EXERCISE AIM: In the data below, find each line that contains the word "República" and copy it.

EXERCISE DATA:
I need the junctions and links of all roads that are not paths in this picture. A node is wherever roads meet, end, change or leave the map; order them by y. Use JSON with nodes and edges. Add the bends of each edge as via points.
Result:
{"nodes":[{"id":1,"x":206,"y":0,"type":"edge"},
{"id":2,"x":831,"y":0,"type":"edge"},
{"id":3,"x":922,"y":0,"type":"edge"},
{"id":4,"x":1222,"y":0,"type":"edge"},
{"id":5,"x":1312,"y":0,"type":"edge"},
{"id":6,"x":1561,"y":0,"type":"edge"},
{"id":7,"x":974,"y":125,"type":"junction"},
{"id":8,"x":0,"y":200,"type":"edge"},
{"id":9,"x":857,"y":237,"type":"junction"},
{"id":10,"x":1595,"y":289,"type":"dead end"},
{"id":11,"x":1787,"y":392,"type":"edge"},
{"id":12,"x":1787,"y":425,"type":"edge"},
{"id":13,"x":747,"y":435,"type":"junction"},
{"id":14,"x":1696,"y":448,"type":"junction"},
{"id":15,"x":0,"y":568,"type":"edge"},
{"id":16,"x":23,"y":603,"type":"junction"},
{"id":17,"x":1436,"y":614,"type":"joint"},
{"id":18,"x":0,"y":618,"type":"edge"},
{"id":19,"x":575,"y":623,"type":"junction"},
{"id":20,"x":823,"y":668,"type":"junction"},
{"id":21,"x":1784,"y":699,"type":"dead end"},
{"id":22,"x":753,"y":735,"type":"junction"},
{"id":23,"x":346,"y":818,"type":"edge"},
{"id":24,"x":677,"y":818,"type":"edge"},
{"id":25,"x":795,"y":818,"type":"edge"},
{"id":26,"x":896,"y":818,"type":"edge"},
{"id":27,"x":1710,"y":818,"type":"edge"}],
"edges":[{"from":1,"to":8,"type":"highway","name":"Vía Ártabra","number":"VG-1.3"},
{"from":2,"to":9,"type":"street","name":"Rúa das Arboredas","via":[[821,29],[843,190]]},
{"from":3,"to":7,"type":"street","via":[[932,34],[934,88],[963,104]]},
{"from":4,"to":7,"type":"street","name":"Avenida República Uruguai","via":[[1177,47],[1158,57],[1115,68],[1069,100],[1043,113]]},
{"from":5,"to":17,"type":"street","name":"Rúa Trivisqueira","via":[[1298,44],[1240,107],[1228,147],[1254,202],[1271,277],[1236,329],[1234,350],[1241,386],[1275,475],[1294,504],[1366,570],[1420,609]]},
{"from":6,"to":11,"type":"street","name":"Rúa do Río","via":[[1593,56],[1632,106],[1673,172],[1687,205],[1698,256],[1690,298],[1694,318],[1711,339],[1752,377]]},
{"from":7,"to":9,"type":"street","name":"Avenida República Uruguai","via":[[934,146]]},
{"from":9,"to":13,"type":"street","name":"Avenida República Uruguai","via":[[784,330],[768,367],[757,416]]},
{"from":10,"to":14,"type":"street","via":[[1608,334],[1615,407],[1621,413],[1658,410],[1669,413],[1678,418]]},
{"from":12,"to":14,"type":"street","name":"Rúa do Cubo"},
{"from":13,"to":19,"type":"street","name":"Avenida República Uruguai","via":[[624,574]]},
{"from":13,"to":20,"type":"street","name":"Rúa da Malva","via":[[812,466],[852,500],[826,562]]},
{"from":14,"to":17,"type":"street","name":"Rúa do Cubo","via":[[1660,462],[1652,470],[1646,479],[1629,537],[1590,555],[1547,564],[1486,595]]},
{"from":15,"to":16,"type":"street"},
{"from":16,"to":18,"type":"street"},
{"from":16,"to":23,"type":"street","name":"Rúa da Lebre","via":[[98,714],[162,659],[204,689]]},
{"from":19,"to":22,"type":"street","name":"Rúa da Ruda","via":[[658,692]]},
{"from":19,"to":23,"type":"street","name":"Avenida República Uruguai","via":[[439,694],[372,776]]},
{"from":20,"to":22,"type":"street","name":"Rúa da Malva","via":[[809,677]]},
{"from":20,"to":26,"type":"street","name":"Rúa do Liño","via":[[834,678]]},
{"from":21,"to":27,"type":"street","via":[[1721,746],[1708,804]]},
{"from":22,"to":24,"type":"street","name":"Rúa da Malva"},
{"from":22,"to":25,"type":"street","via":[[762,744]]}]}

TASK OUTPUT:
{"from":4,"to":7,"type":"street","name":"Avenida República Uruguai","via":[[1177,47],[1158,57],[1115,68],[1069,100],[1043,113]]},
{"from":7,"to":9,"type":"street","name":"Avenida República Uruguai","via":[[934,146]]},
{"from":9,"to":13,"type":"street","name":"Avenida República Uruguai","via":[[784,330],[768,367],[757,416]]},
{"from":13,"to":19,"type":"street","name":"Avenida República Uruguai","via":[[624,574]]},
{"from":19,"to":23,"type":"street","name":"Avenida República Uruguai","via":[[439,694],[372,776]]},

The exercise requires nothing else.